> [WHAT THE TASK REQUIRES]:
Look for "bottom" in every line of the listing. Copy the lines that have it.

> [EXERCISE DATA]:
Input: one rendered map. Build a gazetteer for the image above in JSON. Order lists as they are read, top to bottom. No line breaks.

---

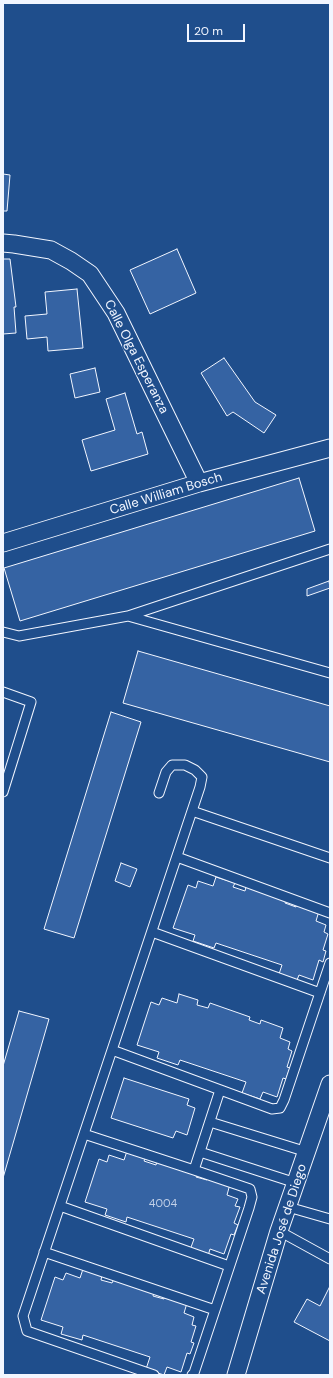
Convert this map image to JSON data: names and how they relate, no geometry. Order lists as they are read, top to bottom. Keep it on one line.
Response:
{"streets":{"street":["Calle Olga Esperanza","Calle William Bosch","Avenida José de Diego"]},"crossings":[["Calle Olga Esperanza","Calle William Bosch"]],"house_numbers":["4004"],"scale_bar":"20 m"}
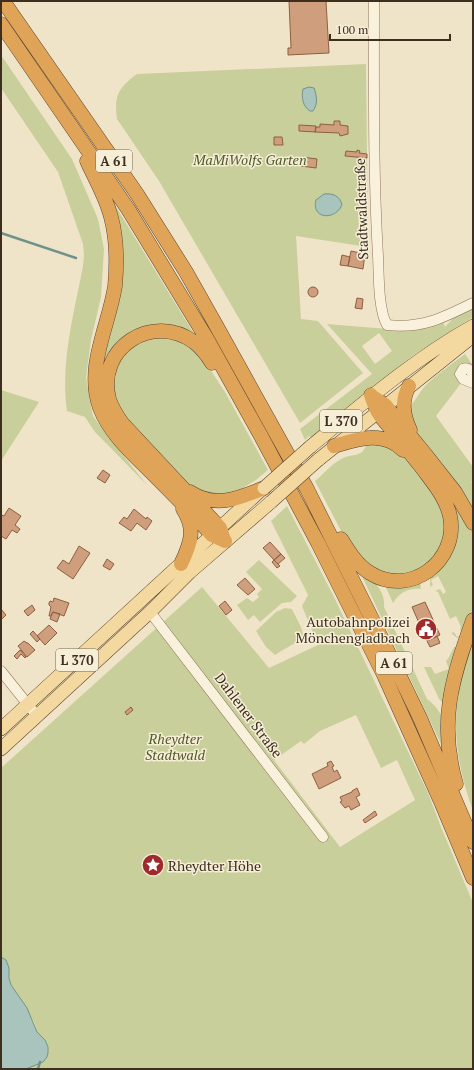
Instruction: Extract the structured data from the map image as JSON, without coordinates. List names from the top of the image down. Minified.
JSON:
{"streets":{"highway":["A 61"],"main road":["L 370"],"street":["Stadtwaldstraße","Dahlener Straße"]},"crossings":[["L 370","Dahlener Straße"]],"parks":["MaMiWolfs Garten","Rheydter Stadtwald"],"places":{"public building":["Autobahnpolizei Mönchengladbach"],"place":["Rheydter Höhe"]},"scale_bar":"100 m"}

> [RESPONSE]:
Input: one rendered map. Build a gazetteer for the image above in JSON. Order lists as they are read, top to bottom. No line breaks.
Convert this map image to JSON data: names and how they relate, no geometry. Order lists as they are read, top to bottom. Keep it on one line.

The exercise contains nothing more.